▶ _What you are asked to do_:
Every line that holds the word "MÉSZÁROS" needs to be copied from the data below.
*** Opening Data section ***
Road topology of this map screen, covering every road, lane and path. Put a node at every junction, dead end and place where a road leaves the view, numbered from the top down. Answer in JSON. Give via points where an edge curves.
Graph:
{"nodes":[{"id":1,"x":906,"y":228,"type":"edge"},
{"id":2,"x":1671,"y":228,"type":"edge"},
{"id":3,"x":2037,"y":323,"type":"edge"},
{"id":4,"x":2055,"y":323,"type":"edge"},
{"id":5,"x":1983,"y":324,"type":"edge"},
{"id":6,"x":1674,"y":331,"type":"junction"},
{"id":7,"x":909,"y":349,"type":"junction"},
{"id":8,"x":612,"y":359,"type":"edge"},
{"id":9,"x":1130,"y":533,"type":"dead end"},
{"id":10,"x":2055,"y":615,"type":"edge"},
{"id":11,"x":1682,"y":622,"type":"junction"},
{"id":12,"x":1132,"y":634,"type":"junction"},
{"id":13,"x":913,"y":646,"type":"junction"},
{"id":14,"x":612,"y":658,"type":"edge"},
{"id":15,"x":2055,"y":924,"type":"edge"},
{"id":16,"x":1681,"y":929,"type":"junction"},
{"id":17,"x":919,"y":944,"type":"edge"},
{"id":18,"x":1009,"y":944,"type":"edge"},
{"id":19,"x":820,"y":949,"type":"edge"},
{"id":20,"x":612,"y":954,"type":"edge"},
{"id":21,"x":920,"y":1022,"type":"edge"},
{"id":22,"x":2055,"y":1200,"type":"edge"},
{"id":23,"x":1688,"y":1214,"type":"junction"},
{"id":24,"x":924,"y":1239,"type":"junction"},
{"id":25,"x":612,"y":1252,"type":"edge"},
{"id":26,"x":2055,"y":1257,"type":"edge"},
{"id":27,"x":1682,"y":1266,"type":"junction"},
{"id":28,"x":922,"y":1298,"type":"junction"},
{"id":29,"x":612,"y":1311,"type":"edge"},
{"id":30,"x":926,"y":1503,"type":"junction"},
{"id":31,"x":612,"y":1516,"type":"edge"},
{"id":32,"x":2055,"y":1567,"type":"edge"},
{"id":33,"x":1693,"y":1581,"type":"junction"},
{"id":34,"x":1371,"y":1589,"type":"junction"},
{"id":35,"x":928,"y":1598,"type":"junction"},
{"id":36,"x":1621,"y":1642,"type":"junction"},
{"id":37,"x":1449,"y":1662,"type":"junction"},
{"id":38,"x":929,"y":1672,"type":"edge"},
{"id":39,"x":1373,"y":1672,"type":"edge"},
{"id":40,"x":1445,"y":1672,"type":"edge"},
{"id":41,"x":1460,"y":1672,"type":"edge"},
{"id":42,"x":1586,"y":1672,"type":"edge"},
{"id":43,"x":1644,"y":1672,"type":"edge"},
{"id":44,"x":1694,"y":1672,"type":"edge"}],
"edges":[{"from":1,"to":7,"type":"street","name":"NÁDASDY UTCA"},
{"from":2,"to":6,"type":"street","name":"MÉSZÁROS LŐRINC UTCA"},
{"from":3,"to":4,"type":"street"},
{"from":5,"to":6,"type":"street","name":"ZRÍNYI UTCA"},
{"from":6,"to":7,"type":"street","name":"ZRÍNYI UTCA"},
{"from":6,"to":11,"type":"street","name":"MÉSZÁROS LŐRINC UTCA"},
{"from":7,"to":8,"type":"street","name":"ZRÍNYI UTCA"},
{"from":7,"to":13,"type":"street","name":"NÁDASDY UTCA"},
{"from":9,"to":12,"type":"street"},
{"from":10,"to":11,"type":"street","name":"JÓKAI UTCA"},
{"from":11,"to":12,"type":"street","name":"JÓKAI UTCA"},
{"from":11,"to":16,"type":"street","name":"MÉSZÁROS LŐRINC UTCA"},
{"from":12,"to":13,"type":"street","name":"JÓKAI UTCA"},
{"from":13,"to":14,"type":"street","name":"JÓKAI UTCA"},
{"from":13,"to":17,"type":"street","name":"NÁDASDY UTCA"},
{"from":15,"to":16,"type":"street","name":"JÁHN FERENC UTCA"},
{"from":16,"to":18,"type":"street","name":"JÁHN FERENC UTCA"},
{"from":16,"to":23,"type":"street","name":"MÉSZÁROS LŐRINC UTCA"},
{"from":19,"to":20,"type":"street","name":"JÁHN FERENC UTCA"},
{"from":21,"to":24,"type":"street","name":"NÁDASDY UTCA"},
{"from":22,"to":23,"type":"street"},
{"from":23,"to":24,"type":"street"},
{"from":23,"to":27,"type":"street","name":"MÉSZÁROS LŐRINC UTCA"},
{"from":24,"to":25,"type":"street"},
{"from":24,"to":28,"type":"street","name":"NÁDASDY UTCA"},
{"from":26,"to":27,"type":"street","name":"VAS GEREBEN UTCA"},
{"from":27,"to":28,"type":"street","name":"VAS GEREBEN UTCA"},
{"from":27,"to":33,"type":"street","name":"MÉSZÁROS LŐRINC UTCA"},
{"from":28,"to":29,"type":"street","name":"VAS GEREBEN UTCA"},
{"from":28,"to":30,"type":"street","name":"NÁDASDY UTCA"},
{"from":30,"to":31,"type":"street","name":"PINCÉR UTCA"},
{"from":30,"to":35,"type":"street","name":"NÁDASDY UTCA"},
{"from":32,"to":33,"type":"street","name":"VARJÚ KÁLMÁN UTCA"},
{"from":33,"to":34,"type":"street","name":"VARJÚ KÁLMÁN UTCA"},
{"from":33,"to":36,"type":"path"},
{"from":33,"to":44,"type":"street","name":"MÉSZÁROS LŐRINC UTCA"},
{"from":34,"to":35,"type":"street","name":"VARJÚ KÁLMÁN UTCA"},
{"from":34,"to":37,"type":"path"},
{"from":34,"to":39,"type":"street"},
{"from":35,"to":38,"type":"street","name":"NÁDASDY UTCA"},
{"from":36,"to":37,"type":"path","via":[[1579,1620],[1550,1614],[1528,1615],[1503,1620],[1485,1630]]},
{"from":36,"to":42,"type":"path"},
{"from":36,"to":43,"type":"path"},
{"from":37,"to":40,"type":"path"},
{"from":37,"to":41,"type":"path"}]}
*** Closing Data section ***
▶ _Your solution_:
{"from":2,"to":6,"type":"street","name":"MÉSZÁROS LŐRINC UTCA"},
{"from":6,"to":11,"type":"street","name":"MÉSZÁROS LŐRINC UTCA"},
{"from":11,"to":16,"type":"street","name":"MÉSZÁROS LŐRINC UTCA"},
{"from":16,"to":23,"type":"street","name":"MÉSZÁROS LŐRINC UTCA"},
{"from":23,"to":27,"type":"street","name":"MÉSZÁROS LŐRINC UTCA"},
{"from":27,"to":33,"type":"street","name":"MÉSZÁROS LŐRINC UTCA"},
{"from":33,"to":44,"type":"street","name":"MÉSZÁROS LŐRINC UTCA"},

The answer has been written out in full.